## Task details:
Your answer must contain each line of the listing in which "where" appears, copied in full.

------------------------------------------------------------

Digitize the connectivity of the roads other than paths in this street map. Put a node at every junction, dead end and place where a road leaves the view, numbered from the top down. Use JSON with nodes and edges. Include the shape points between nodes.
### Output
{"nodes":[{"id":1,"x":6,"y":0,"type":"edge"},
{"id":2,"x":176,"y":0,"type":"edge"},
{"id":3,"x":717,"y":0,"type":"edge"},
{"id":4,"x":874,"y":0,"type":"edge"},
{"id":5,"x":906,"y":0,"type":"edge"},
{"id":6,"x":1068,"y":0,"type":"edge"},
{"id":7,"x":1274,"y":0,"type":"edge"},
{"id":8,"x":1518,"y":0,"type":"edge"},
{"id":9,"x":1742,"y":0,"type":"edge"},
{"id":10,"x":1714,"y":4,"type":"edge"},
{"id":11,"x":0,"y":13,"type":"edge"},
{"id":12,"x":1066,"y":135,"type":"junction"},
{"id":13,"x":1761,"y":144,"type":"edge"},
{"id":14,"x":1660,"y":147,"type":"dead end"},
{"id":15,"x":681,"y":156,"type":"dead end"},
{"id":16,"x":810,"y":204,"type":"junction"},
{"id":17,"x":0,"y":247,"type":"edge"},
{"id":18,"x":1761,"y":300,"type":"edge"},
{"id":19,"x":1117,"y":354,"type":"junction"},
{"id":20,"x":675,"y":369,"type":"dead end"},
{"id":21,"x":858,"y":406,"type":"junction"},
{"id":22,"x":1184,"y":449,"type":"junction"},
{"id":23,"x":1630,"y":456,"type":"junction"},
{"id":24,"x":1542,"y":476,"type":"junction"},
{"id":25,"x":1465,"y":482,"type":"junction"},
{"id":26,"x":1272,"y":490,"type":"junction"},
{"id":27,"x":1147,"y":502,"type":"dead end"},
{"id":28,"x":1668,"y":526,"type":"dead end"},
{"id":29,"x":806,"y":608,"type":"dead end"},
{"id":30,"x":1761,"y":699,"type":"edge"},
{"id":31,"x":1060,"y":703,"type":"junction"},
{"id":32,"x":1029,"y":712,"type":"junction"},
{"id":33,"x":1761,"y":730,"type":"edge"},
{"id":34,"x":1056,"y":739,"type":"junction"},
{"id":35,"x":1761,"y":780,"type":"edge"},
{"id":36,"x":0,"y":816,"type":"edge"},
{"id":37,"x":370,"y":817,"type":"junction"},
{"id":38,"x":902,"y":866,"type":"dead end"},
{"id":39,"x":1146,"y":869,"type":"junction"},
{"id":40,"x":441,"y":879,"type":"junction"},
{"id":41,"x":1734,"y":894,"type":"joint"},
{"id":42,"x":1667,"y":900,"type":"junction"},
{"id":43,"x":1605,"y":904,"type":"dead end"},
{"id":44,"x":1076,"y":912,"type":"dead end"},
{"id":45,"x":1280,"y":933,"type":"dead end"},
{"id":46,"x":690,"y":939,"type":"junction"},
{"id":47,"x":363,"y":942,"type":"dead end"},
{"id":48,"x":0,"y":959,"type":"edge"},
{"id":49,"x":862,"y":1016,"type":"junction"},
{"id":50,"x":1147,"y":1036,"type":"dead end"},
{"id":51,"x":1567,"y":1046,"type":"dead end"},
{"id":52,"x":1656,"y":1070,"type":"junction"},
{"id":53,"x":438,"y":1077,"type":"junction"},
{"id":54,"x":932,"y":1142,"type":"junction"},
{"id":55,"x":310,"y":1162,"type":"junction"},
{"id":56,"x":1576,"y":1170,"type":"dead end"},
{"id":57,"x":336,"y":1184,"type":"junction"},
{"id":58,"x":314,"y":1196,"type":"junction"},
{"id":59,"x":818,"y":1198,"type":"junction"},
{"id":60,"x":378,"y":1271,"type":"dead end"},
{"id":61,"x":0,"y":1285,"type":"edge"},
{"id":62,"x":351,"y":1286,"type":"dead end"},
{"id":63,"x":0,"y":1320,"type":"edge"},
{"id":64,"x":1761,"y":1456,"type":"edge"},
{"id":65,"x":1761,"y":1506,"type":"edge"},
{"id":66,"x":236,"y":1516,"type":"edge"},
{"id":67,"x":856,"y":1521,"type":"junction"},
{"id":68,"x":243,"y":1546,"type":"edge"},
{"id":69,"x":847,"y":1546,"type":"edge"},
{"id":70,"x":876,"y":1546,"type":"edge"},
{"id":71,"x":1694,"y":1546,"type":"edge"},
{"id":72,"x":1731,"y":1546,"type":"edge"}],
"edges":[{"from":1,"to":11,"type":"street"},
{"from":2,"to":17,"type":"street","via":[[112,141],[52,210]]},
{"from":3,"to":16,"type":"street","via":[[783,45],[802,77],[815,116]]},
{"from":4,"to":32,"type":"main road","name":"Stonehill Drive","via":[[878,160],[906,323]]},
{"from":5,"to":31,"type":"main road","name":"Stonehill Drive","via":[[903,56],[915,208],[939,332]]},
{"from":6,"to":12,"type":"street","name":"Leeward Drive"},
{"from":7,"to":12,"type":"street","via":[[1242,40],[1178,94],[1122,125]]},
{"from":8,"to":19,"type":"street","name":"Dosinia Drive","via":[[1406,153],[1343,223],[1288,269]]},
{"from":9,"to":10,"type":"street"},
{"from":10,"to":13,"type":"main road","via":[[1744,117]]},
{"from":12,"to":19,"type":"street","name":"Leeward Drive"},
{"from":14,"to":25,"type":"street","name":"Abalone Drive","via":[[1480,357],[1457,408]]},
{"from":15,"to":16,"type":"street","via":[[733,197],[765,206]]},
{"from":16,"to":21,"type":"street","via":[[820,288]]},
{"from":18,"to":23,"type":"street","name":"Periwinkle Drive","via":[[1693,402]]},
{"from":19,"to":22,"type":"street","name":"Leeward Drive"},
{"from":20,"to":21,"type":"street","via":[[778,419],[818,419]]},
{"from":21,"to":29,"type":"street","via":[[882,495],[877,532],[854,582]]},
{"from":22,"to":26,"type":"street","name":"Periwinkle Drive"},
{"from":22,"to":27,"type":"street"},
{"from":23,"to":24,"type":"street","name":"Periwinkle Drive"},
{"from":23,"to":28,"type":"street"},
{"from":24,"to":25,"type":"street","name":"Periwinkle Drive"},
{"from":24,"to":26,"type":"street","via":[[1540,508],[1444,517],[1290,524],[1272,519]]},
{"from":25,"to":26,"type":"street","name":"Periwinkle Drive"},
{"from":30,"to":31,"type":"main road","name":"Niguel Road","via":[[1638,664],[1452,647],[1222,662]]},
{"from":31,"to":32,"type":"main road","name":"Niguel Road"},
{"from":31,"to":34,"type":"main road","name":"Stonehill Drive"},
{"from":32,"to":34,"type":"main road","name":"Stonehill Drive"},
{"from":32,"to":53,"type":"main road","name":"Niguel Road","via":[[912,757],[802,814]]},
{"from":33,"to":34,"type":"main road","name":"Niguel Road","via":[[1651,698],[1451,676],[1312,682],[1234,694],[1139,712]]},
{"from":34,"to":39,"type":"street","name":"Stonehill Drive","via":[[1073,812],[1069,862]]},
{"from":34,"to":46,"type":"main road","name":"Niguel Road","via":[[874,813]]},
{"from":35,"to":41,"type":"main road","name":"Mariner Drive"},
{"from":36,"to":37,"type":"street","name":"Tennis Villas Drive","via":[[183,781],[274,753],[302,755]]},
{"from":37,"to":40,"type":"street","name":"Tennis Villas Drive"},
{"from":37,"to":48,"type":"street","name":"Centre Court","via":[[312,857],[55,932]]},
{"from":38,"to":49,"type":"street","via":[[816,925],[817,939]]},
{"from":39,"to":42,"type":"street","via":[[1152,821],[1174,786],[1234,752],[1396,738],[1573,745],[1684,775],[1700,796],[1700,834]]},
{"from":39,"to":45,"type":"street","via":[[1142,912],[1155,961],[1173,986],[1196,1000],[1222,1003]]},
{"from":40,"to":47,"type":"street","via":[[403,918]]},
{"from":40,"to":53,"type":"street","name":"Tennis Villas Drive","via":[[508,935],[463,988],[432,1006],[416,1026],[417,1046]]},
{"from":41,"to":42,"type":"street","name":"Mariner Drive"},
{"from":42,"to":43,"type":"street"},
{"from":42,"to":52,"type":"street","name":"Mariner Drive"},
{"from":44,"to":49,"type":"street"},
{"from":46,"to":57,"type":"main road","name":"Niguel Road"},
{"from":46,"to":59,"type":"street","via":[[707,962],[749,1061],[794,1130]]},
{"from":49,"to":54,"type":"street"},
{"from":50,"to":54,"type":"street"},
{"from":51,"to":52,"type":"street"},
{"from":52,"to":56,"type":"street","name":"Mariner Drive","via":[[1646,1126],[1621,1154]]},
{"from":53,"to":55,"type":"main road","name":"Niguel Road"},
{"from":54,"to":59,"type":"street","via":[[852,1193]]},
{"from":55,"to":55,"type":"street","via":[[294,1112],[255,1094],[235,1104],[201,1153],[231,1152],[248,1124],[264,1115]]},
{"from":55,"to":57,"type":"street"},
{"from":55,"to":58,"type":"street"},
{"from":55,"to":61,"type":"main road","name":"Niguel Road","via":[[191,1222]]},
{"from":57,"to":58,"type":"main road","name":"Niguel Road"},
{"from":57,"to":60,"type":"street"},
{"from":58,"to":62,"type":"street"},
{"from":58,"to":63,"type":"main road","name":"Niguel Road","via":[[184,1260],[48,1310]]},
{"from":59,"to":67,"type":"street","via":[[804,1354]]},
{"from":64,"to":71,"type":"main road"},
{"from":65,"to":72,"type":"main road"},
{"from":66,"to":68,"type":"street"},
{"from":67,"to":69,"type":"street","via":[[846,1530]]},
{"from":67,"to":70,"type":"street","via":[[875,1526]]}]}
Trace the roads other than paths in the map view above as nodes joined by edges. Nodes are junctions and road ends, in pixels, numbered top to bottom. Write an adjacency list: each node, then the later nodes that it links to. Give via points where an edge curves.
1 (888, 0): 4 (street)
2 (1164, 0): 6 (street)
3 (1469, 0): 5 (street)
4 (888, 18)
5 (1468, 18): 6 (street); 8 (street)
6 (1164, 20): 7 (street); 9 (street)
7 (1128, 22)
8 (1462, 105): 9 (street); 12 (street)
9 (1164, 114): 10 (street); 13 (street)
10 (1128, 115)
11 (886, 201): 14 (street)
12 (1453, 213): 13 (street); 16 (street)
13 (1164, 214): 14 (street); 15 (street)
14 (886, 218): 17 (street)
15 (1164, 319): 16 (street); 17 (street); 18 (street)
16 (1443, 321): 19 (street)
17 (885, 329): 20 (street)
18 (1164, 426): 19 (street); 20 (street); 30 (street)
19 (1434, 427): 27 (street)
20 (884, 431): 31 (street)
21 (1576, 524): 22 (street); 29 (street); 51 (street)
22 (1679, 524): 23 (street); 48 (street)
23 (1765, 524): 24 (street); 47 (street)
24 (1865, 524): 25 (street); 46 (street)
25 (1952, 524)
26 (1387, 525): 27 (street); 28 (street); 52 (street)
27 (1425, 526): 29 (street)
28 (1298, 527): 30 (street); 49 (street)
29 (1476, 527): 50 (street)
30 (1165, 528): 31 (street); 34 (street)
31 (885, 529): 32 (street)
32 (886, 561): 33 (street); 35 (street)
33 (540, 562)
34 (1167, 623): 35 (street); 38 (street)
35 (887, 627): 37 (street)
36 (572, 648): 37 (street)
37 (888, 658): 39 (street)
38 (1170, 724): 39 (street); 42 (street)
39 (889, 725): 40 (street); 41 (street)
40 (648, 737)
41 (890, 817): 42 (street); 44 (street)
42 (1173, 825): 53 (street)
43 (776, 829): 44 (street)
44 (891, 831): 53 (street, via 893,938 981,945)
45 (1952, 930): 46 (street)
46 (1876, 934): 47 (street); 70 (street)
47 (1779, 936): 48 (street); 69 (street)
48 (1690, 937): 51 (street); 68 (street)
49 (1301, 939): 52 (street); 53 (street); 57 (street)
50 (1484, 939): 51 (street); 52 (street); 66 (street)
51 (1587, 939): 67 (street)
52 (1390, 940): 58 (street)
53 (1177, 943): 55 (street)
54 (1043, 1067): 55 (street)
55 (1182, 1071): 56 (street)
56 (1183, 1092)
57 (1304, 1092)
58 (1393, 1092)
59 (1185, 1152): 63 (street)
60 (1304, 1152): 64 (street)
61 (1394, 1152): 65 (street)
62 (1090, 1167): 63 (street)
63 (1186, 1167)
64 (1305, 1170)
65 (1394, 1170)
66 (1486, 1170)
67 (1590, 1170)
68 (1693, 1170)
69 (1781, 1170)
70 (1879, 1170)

------------------------------------------------------------

## Solution for this task:
Digitize the connectivity of the roads other than paths in this street map. Put a node at every junction, dead end and place where a road leaves the view, numbered from the top down. Use JSON with nodes and edges. Include the shape points between nodes.
Trace the roads other than paths in the map view above as nodes joined by edges. Nodes are junctions and road ends, in pixels, numbered top to bottom. Write an adjacency list: each node, then the later nodes that it links to. Give via points where an edge curves.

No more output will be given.